Activity
Could you reproduce the lines below from the one with "font.textToGlyphs(s, strlen(s), SkTextEncoding::kUTF8, glyphs);" through the one with "xs[i] += extra;"? Keep both ends and add nothing.
<<<<
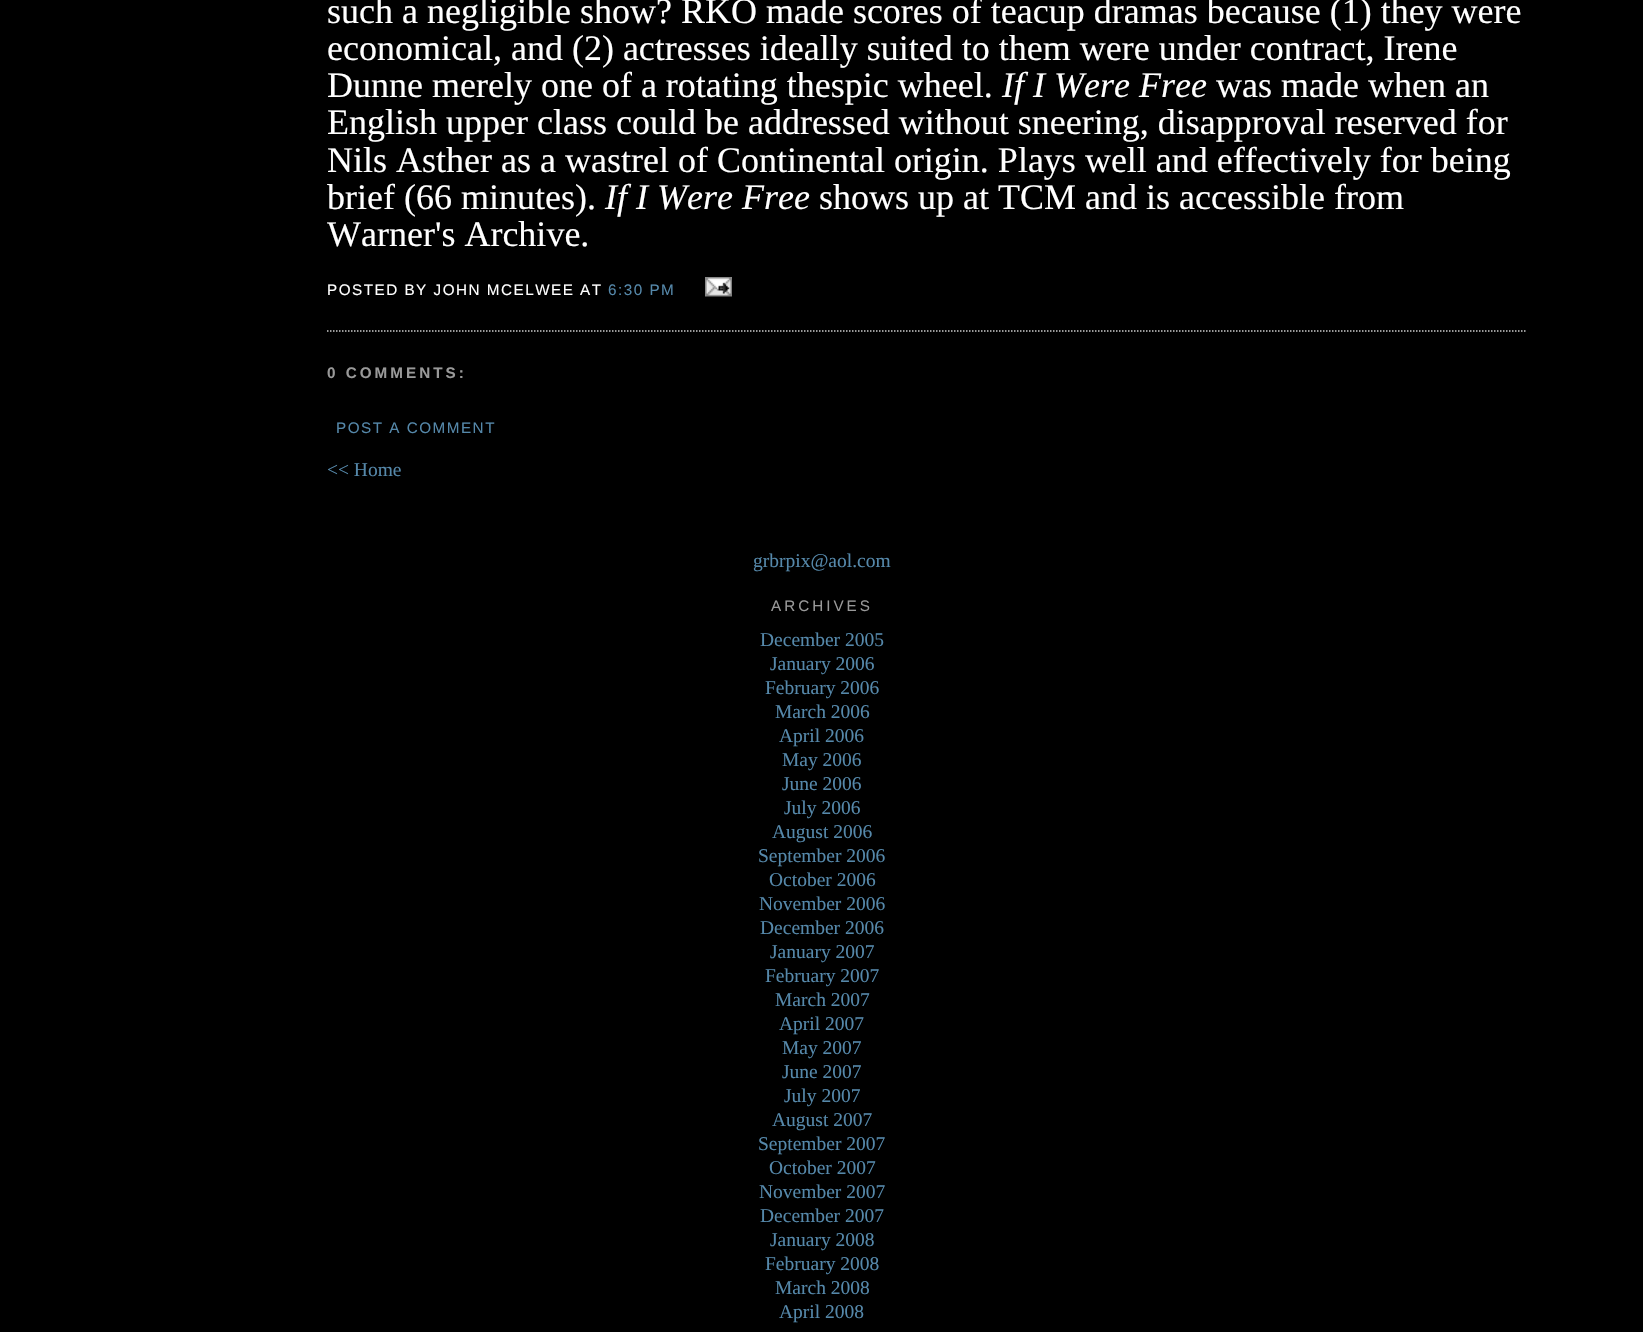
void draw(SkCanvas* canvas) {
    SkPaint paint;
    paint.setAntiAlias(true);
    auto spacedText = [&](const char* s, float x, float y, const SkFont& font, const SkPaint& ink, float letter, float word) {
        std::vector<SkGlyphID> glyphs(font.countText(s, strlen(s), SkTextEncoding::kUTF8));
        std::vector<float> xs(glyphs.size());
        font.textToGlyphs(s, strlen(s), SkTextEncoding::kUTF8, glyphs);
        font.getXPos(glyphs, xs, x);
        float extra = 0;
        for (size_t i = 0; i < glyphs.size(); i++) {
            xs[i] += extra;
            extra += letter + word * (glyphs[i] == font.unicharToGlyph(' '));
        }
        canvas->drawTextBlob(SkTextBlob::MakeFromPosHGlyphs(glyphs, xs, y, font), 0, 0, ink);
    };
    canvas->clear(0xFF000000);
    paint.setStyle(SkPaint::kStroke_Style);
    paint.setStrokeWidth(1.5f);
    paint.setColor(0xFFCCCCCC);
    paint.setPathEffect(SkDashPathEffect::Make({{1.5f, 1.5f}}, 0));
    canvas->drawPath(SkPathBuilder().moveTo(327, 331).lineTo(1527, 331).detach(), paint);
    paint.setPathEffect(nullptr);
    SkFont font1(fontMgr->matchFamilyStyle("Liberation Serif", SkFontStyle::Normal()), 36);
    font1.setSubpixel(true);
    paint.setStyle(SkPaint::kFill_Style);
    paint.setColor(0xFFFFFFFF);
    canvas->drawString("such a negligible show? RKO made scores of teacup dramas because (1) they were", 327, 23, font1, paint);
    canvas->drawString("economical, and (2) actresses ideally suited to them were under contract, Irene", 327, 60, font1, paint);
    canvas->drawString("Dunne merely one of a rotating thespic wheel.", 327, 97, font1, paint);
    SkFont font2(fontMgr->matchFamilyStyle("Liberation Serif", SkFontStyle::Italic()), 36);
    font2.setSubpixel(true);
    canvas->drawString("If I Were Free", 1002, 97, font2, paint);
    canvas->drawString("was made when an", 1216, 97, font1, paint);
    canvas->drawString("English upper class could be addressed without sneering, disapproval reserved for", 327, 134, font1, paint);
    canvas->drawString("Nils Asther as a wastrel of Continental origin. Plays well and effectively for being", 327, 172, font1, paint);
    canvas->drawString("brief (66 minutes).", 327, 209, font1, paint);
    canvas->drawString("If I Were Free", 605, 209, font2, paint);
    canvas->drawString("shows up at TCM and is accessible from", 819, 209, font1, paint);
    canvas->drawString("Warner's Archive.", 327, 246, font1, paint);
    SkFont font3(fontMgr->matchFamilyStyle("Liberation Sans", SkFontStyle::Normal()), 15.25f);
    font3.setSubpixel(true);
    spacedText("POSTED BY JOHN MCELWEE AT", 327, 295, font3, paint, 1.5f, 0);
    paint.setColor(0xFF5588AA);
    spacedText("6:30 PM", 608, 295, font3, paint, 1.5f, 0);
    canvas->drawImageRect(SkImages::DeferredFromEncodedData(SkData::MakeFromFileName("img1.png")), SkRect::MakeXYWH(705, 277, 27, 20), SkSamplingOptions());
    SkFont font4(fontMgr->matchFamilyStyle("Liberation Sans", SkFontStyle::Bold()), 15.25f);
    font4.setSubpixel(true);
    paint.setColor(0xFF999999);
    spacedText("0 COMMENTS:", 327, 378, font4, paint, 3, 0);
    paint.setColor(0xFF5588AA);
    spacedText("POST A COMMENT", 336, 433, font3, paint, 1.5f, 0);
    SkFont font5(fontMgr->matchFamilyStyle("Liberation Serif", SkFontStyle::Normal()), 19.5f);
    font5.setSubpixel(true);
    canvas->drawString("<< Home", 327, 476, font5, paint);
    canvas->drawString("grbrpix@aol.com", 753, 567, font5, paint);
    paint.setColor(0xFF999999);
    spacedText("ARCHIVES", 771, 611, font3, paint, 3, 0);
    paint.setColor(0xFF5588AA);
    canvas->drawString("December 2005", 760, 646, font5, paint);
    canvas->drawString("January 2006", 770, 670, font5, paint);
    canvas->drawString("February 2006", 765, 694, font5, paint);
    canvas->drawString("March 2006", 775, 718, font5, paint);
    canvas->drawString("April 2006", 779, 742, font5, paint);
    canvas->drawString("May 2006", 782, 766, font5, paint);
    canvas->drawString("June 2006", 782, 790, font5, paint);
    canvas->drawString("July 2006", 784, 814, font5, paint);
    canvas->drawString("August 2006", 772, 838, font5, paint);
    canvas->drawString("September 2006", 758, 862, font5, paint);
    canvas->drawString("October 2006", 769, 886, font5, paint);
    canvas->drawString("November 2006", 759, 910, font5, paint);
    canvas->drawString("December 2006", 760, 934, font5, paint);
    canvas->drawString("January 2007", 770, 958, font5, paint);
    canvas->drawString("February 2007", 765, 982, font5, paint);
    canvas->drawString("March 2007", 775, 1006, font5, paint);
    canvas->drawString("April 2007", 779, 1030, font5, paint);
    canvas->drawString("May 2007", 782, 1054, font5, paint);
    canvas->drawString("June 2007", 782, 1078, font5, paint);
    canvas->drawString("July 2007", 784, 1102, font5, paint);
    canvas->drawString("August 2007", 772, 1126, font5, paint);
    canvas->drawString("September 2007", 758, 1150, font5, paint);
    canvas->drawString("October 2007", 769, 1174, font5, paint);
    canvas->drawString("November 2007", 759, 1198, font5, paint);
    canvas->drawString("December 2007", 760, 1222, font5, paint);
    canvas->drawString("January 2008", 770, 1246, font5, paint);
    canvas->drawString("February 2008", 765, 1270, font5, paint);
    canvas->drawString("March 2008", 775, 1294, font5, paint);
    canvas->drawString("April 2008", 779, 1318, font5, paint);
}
>>>>
<<<<
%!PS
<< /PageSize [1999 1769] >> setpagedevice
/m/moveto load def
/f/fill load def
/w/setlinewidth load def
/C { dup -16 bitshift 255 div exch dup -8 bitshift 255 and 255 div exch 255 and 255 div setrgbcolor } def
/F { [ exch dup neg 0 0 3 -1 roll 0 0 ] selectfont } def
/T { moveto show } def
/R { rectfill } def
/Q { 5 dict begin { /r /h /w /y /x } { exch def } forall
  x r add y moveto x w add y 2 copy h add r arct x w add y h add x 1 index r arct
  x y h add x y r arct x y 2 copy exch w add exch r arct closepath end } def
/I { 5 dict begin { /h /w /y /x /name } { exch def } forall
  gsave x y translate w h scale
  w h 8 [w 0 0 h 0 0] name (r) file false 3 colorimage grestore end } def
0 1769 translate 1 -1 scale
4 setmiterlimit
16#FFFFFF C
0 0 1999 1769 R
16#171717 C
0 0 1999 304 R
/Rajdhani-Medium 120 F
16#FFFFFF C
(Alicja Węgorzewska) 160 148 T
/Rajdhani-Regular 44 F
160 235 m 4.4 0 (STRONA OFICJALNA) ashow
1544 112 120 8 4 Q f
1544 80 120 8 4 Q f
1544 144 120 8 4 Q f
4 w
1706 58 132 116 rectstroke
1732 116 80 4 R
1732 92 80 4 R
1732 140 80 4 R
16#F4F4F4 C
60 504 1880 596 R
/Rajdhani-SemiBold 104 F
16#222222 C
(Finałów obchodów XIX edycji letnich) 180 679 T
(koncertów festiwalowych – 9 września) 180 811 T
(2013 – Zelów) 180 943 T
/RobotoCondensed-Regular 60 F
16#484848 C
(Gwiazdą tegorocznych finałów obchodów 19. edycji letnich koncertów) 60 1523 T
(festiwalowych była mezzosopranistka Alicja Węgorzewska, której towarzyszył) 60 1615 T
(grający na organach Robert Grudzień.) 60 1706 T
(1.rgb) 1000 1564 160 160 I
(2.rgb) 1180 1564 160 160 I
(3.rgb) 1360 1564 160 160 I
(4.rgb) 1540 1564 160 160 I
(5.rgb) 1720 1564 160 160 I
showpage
>>>>
<<<<
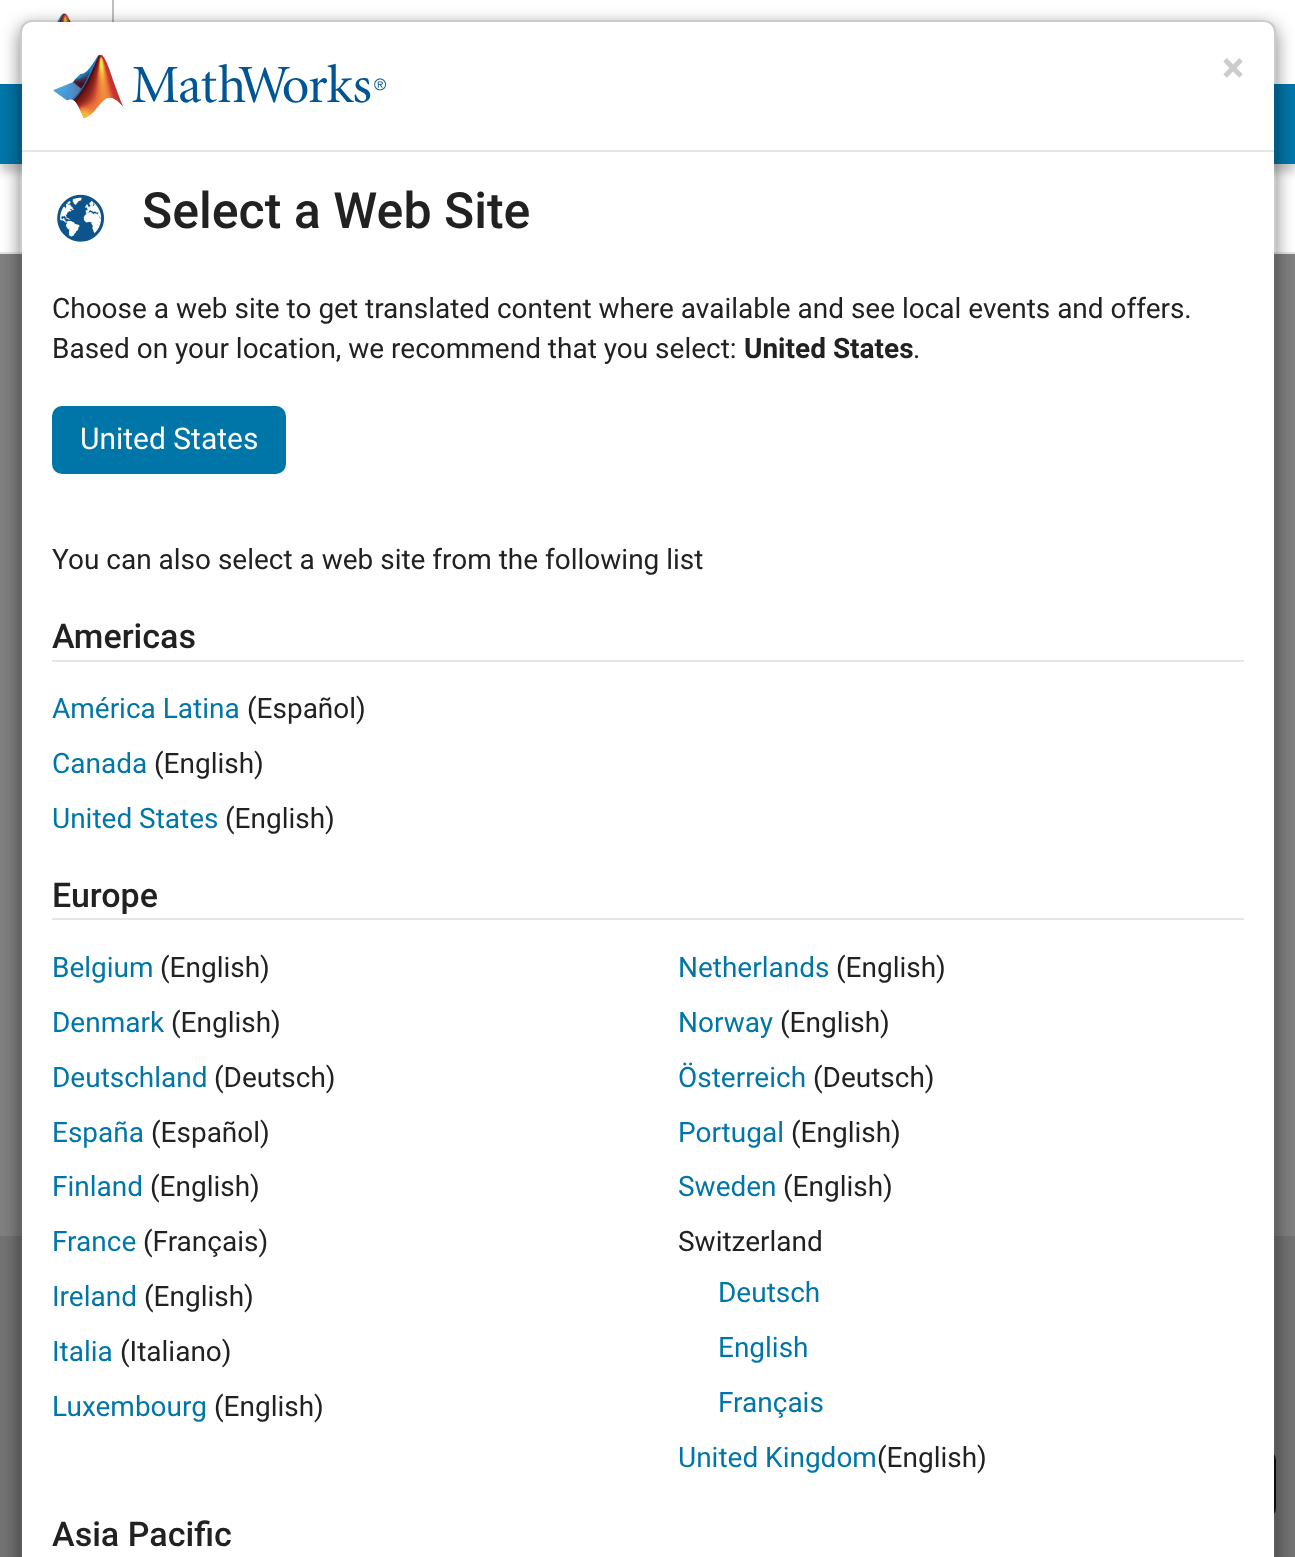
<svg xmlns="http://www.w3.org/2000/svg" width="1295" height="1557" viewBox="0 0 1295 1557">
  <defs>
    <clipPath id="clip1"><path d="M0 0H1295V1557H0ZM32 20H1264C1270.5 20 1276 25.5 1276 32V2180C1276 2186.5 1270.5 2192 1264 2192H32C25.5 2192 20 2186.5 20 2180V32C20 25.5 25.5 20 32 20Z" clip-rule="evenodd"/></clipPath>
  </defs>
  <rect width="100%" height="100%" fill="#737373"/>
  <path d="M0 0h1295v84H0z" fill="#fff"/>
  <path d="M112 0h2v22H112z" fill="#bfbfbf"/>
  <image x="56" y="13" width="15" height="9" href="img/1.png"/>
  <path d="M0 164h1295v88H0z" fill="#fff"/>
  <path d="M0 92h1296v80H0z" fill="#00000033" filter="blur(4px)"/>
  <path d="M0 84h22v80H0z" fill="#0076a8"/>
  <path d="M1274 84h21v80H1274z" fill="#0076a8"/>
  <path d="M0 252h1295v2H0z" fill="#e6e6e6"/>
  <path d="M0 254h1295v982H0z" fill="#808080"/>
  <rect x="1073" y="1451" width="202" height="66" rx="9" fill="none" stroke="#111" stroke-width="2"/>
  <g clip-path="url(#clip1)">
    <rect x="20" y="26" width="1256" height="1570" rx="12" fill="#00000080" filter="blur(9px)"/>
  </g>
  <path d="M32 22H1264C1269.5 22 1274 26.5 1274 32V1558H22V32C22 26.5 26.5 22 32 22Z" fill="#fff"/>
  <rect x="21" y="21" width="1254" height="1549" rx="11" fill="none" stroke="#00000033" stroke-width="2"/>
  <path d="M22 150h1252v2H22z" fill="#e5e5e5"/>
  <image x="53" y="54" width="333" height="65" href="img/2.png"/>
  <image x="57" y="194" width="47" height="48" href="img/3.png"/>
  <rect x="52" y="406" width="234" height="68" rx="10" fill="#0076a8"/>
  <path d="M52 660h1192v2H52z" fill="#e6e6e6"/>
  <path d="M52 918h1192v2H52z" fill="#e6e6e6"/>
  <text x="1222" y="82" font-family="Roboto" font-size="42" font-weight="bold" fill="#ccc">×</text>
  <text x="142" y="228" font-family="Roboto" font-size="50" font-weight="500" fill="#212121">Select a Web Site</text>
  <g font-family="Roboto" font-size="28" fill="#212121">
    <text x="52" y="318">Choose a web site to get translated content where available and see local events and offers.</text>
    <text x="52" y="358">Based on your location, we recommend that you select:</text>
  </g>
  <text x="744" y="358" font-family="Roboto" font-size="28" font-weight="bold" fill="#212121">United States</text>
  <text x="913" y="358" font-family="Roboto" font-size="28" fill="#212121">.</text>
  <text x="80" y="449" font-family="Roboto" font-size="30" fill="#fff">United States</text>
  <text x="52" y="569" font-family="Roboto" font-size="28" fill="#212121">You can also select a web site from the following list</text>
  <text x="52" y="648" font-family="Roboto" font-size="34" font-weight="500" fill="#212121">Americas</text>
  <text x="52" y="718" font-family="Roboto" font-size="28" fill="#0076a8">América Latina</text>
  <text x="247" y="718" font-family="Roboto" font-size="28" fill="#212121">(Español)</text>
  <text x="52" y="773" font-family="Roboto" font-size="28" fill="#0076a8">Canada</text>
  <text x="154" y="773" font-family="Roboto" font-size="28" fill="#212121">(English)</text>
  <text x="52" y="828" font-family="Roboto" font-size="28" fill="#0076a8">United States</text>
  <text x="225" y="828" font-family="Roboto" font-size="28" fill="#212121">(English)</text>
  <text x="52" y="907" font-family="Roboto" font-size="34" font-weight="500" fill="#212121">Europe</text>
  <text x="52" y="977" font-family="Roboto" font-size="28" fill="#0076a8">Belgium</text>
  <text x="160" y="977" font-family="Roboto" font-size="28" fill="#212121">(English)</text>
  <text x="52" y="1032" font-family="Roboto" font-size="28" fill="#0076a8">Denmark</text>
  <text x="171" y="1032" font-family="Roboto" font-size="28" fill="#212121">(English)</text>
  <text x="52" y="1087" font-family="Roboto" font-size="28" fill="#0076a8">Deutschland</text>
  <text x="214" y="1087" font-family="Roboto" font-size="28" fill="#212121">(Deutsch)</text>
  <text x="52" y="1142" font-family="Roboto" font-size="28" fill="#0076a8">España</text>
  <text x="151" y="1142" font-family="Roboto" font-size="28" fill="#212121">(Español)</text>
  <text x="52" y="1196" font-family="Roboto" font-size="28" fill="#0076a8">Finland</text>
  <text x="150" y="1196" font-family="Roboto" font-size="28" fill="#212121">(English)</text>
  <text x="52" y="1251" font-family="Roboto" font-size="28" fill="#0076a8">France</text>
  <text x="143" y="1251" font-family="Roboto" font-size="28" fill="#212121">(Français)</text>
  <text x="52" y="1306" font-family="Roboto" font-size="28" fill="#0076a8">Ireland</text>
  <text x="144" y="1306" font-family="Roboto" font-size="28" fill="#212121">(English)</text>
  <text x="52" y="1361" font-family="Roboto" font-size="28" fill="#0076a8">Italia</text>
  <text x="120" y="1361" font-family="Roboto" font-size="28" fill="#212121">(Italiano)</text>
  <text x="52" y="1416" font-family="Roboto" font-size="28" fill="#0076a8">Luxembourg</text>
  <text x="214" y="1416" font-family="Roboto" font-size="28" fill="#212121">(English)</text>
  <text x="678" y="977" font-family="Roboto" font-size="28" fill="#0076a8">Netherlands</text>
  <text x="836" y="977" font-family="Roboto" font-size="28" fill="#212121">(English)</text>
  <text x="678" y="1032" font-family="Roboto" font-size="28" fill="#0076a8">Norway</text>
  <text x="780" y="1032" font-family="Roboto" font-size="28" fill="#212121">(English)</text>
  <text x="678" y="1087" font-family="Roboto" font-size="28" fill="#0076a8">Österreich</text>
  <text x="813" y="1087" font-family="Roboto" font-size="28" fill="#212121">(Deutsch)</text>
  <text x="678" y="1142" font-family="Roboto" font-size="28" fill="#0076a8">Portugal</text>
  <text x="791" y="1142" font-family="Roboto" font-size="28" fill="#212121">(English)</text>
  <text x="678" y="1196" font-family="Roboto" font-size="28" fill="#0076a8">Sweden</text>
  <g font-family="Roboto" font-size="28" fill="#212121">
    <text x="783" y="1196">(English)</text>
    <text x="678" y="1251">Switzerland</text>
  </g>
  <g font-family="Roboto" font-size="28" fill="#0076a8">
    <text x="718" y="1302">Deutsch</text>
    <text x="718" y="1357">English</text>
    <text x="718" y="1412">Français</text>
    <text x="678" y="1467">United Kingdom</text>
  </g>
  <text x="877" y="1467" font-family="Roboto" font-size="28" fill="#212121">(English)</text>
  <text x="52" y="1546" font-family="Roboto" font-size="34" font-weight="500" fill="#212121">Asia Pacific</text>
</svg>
>>>>
Your solution
        font.textToGlyphs(s, strlen(s), SkTextEncoding::kUTF8, glyphs);
        font.getXPos(glyphs, xs, x);
        float extra = 0;
        for (size_t i = 0; i < glyphs.size(); i++) {
            xs[i] += extra;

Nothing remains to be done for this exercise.